To do:
In the entries below, find every line with the string "Beachwood" and copy it.

Provided records:
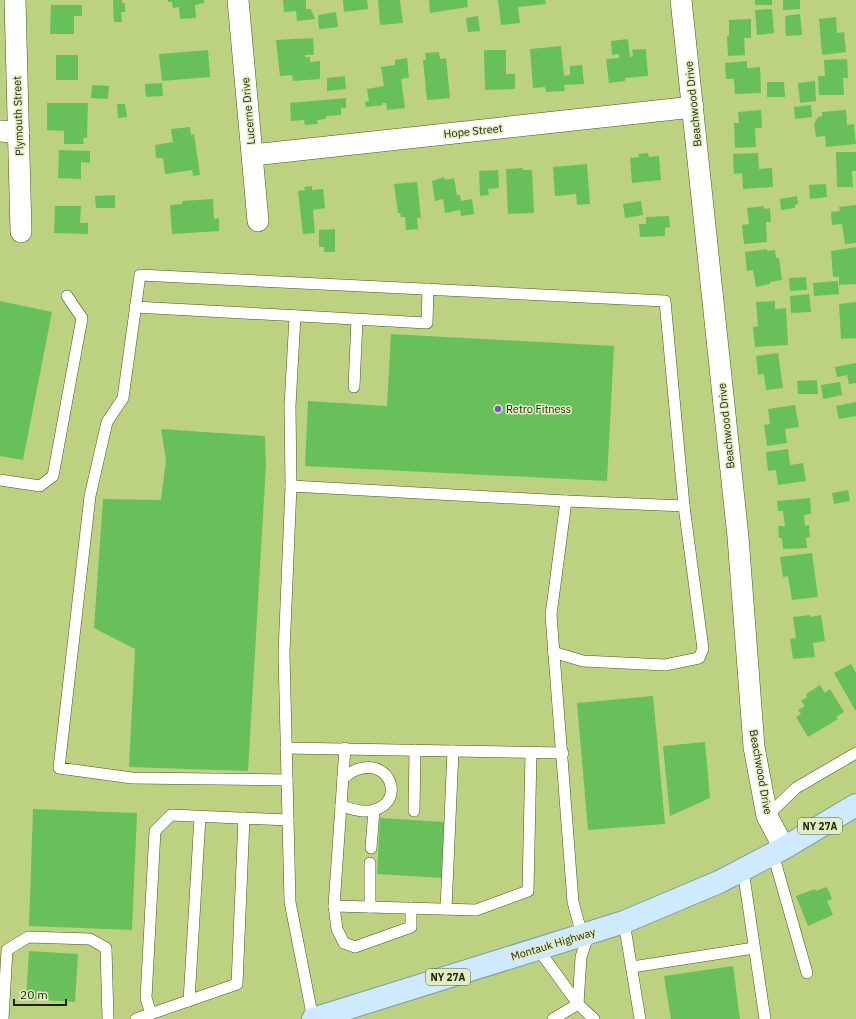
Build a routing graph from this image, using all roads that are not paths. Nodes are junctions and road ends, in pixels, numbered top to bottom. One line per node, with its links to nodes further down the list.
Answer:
1 (15, 0): 5 (street, Plymouth Street)
2 (238, 0): 6 (street, Lucerne Drive)
3 (681, 0): 4 (street, Beachwood Drive)
4 (693, 107): 6 (street, Hope Street); 33 (street, Beachwood Drive)
5 (10, 132): 8 (street, Plymouth Street)
6 (253, 155): 7 (street, Lucerne Drive)
7 (258, 222)
8 (21, 232)
9 (428, 289): 11 (lane); 13 (lane); 18 (lane)
10 (67, 296): 15 (lane)
11 (135, 307): 12 (lane); 28 (lane)
12 (295, 316): 13 (lane); 16 (lane)
13 (357, 320): 14 (lane)
14 (354, 386)
15 (0, 480)
16 (291, 486): 17 (lane); 20 (lane)
17 (566, 501): 18 (lane); 19 (lane)
18 (684, 506): 19 (lane)
19 (553, 652): 24 (lane)
20 (286, 748): 21 (lane); 28 (lane)
21 (345, 748): 22 (lane); 27 (lane)
22 (415, 750): 23 (lane); 32 (lane)
23 (453, 751): 26 (lane); 44 (lane)
24 (563, 752): 26 (lane); 46 (lane)
25 (856, 752): 33 (lane)
26 (531, 753): 44 (lane)
27 (343, 778): 30 (lane); 31 (lane)
28 (287, 780): 36 (lane)
29 (856, 805): 38 (main road, NY 27A)
30 (341, 806): 31 (lane); 41 (lane)
31 (374, 810): 37 (lane)
32 (414, 811)
33 (767, 816): 38 (street, Beachwood Drive)
34 (200, 817): 35 (lane); 51 (lane); 53 (lane)
35 (244, 818): 36 (lane); 51 (lane)
36 (288, 820): 56 (lane)
37 (371, 848)
38 (779, 851): 40 (main road, Montauk Highway / NY 27A); 50 (lane)
39 (370, 863): 42 (lane)
40 (743, 870): 45 (main road, Montauk Highway / NY 27A); 47 (lane)
41 (334, 906): 42 (lane); 43 (lane)
42 (370, 907): 43 (lane)
43 (411, 908): 44 (lane)
44 (446, 909)
45 (624, 922): 46 (main road, Montauk Highway / NY 27A); 49 (lane)
46 (586, 934): 48 (main road, Montauk Highway / NY 27A); 52 (lane)
47 (754, 948): 49 (lane); 60 (lane)
48 (538, 949): 52 (lane); 56 (main road, Montauk Highway / NY 27A)
49 (632, 967): 59 (lane)
50 (807, 973)
51 (188, 1001): 53 (lane)
52 (578, 1004): 57 (lane); 58 (lane)
53 (149, 1016)
54 (3, 1019): 55 (lane)
55 (108, 1019)
56 (313, 1019)
57 (553, 1019)
58 (594, 1019)
59 (640, 1019)
60 (765, 1019)

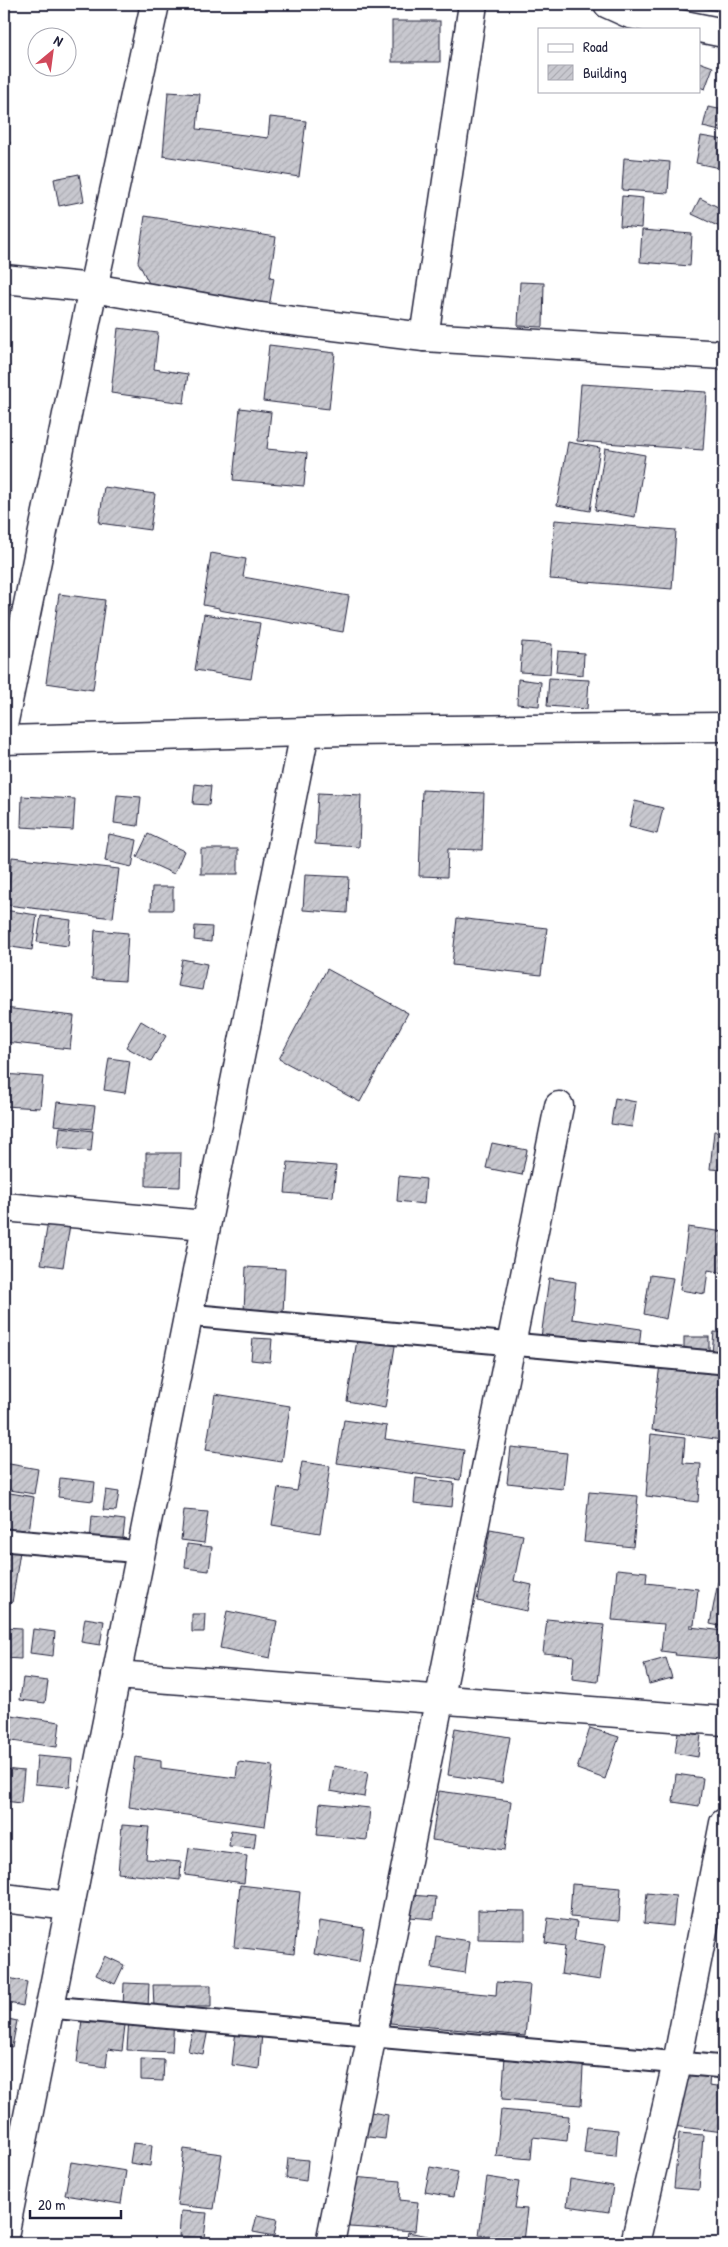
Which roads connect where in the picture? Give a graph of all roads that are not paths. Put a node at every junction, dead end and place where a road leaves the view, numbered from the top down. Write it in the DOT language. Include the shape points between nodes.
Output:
graph roads {
  1 [pos="155,4"];
  2 [pos="473,4"];
  3 [pos="608,4"];
  4 [pos="699,28"];
  5 [pos="700,28"];
  6 [pos="724,33"];
  7 [pos="4,279"];
  8 [pos="93,288"];
  9 [pos="424,338"];
  10 [pos="724,355"];
  11 [pos="4,720"];
  12 [pos="724,727"];
  13 [pos="305,732"];
  14 [pos="4,740"];
  15 [pos="559,1106"];
  16 [pos="4,1207"];
  17 [pos="205,1225"];
  18 [pos="188,1315"];
  19 [pos="511,1344"];
  20 [pos="724,1363"];
  21 [pos="4,1540"];
  22 [pos="141,1552"];
  23 [pos="116,1674"];
  24 [pos="440,1699"];
  25 [pos="724,1721"];
  26 [pos="724,1823"];
  27 [pos="4,1898"];
  28 [pos="70,1906"];
  29 [pos="50,2007"];
  30 [pos="372,2036"];
  31 [pos="677,2063"];
  32 [pos="724,2067"];
  33 [pos="4,2236"];
  34 [pos="330,2243"];
  35 [pos="635,2243"];
  1 -- 8 [label="street"];
  2 -- 9 [label="street"];
  3 -- 4 [label="street" via="630,14"];
  5 -- 6 [label="street"];
  7 -- 8 [label="street"];
  8 -- 9 [label="street" via="260,317"];
  8 -- 11 [label="street"];
  9 -- 10 [label="street"];
  12 -- 13 [label="street"];
  13 -- 14 [label="street"];
  13 -- 17 [label="street"];
  15 -- 19 [label="street"];
  16 -- 17 [label="street"];
  17 -- 18 [label="street"];
  18 -- 19 [label="street"];
  18 -- 22 [label="street"];
  19 -- 20 [label="street"];
  19 -- 24 [label="street"];
  21 -- 22 [label="street"];
  22 -- 23 [label="street"];
  23 -- 24 [label="street"];
  23 -- 28 [label="street"];
  24 -- 25 [label="street"];
  24 -- 30 [label="street"];
  26 -- 31 [label="street"];
  27 -- 28 [label="street"];
  28 -- 29 [label="street"];
  29 -- 30 [label="street"];
  29 -- 33 [label="street"];
  30 -- 31 [label="street"];
  30 -- 34 [label="street"];
  31 -- 32 [label="street"];
  31 -- 35 [label="street"];
}
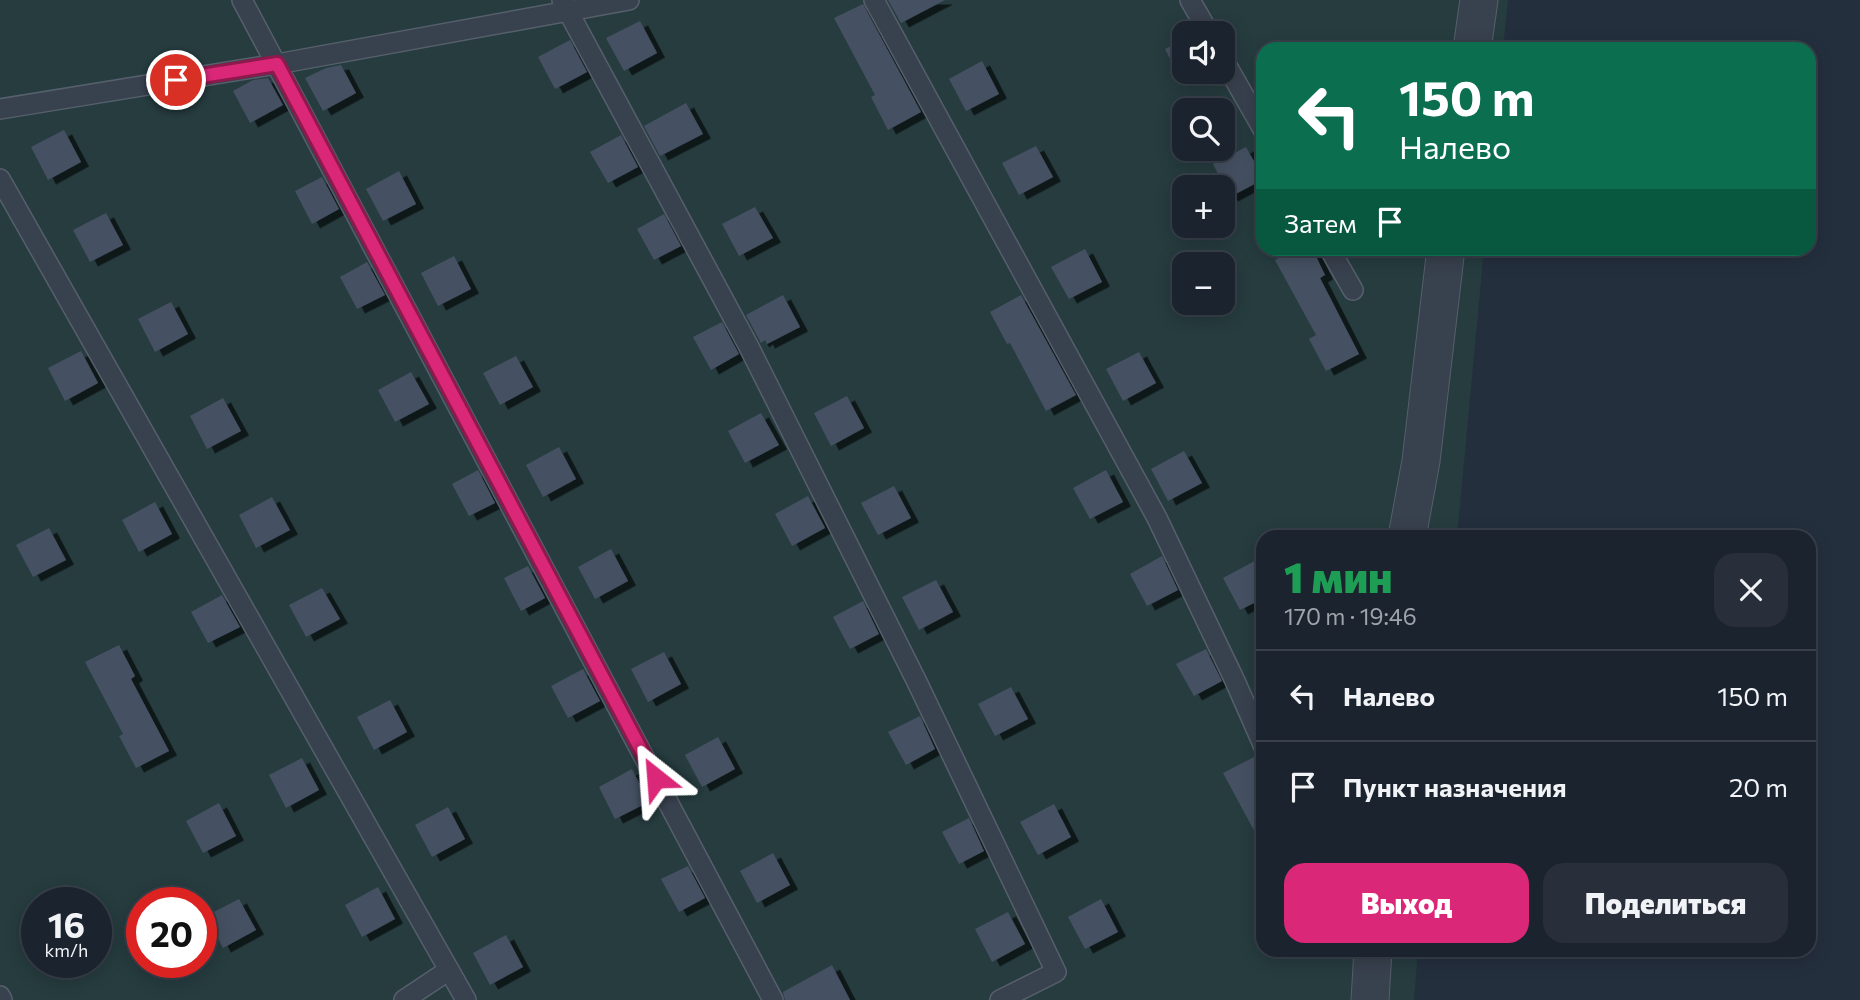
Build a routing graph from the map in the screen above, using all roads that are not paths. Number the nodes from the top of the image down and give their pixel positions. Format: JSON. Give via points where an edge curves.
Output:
{"nodes":[{"id":1,"x":242,"y":0,"type":"edge"},
{"id":2,"x":629,"y":0,"type":"edge"},
{"id":3,"x":874,"y":0,"type":"edge"},
{"id":4,"x":1190,"y":0,"type":"edge"},
{"id":5,"x":1479,"y":0,"type":"edge"},
{"id":6,"x":565,"y":6,"type":"edge"},
{"id":7,"x":1202,"y":21,"type":"edge"},
{"id":8,"x":1473,"y":42,"type":"edge"},
{"id":9,"x":277,"y":64,"type":"junction"},
{"id":10,"x":1235,"y":80,"type":"edge"},
{"id":11,"x":0,"y":109,"type":"edge"},
{"id":12,"x":1256,"y":117,"type":"edge"},
{"id":13,"x":0,"y":179,"type":"edge"},
{"id":14,"x":1334,"y":256,"type":"edge"},
{"id":15,"x":1445,"y":256,"type":"edge"},
{"id":16,"x":1353,"y":290,"type":"dead end"},
{"id":17,"x":1408,"y":530,"type":"edge"},
{"id":18,"x":1256,"y":729,"type":"edge"},
{"id":19,"x":1373,"y":957,"type":"edge"},
{"id":20,"x":449,"y":970,"type":"junction"},
{"id":21,"x":404,"y":1000,"type":"edge"},
{"id":22,"x":466,"y":1000,"type":"edge"},
{"id":23,"x":774,"y":1000,"type":"edge"},
{"id":24,"x":1000,"y":1000,"type":"edge"},
{"id":25,"x":1370,"y":1000,"type":"edge"}],
"edges":[{"from":1,"to":9,"type":"lane"},
{"from":2,"to":6,"type":"lane"},
{"from":3,"to":18,"type":"lane","via":[[1157,518]]},
{"from":4,"to":7,"type":"lane"},
{"from":5,"to":8,"type":"street"},
{"from":6,"to":9,"type":"lane"},
{"from":6,"to":24,"type":"lane","via":[[748,345],[1056,972]]},
{"from":9,"to":11,"type":"lane"},
{"from":9,"to":23,"type":"lane"},
{"from":10,"to":12,"type":"lane"},
{"from":13,"to":20,"type":"lane"},
{"from":14,"to":16,"type":"lane"},
{"from":15,"to":17,"type":"street"},
{"from":19,"to":25,"type":"street"},
{"from":20,"to":21,"type":"lane"},
{"from":20,"to":22,"type":"lane"}]}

Answer to the exercise:
3 (681, 0): 4 (street, Beachwood Drive)
4 (693, 107): 6 (street, Hope Street); 33 (street, Beachwood Drive)
33 (767, 816): 38 (street, Beachwood Drive)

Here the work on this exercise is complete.